• _Your instructions_:
Of the lines listed below, return exactly those that run from the line containing "index tip: (210, 155)" through the line containing "pinky tip: (307, 215)", both included.

• _Pixel coordinate listings_:
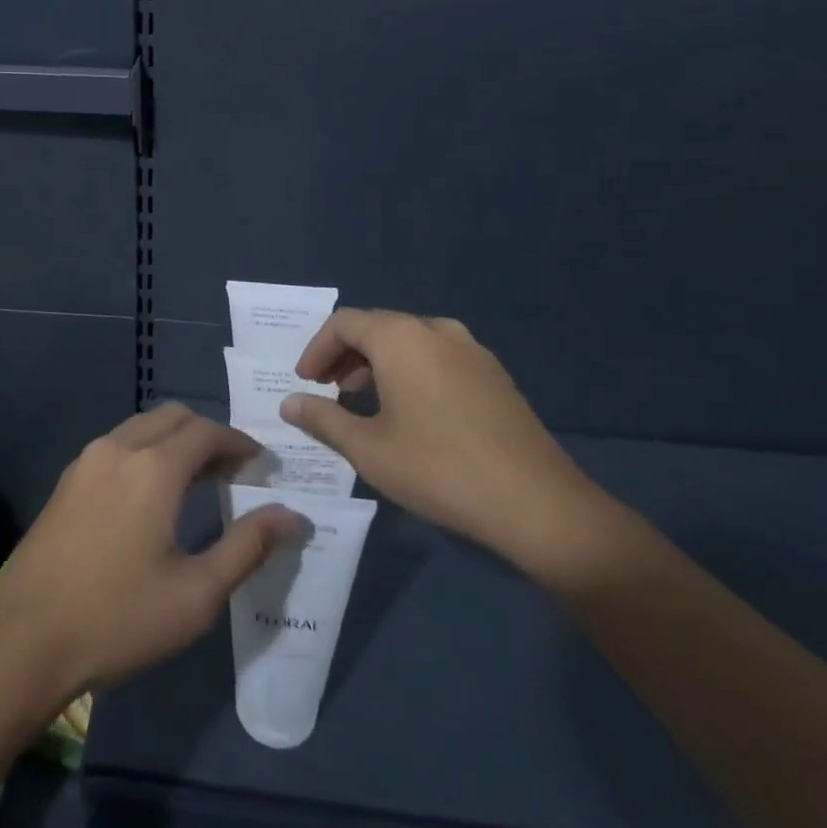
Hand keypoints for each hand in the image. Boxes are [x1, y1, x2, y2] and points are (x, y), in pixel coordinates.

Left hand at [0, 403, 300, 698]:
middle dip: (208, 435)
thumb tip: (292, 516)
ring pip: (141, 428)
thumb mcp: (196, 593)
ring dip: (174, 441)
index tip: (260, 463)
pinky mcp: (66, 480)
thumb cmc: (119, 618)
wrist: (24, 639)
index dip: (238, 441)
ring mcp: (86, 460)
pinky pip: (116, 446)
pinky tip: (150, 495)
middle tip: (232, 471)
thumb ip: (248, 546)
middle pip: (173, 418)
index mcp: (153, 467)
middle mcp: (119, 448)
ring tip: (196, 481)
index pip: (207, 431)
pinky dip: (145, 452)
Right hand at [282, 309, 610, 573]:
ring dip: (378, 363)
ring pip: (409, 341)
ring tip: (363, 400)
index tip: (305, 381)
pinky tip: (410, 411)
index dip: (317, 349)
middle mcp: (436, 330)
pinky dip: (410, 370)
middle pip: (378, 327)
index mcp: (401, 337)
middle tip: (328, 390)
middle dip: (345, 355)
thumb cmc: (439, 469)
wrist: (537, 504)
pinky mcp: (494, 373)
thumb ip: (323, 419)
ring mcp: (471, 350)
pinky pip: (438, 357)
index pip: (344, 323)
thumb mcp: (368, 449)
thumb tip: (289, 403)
---
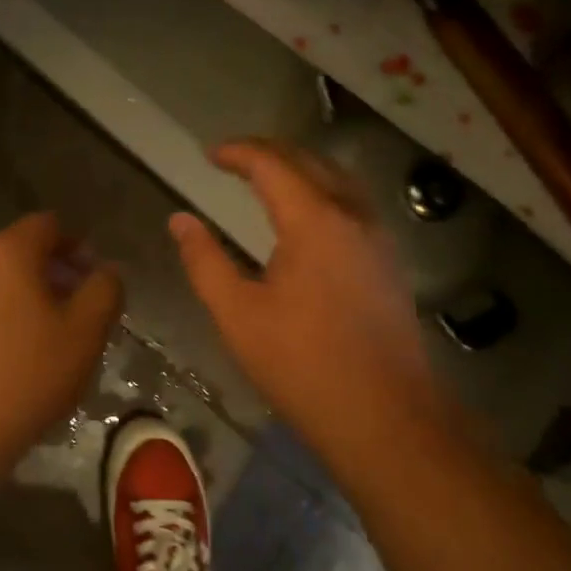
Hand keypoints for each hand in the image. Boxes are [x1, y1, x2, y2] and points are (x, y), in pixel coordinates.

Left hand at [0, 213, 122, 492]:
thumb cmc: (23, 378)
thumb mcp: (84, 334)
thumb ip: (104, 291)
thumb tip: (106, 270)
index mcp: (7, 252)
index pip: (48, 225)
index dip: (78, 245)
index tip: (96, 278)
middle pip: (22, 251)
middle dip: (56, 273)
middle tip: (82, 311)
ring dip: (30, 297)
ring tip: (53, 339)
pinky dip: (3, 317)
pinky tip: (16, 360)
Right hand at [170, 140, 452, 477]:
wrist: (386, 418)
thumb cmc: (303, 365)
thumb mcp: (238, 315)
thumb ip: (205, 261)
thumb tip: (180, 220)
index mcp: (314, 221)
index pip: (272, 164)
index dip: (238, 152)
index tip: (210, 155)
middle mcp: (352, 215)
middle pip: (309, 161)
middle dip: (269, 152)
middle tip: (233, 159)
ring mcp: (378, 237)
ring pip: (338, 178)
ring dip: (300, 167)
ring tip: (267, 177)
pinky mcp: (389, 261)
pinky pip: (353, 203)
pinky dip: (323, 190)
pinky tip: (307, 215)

• _Task answer_:
index tip: (210, 155)
middle mcp: (352, 215)
middle pip: (309, 161)
middle dip: (269, 152)
middle tip: (233, 159)
ring mcp: (378, 237)
ring pip: (338, 178)
ring dip: (300, 167)
ring tip: (267, 177)
pinky mcp: (389, 261)
pinky pip: (353, 203)
pinky dip: (323, 190)
pinky tip: (307, 215)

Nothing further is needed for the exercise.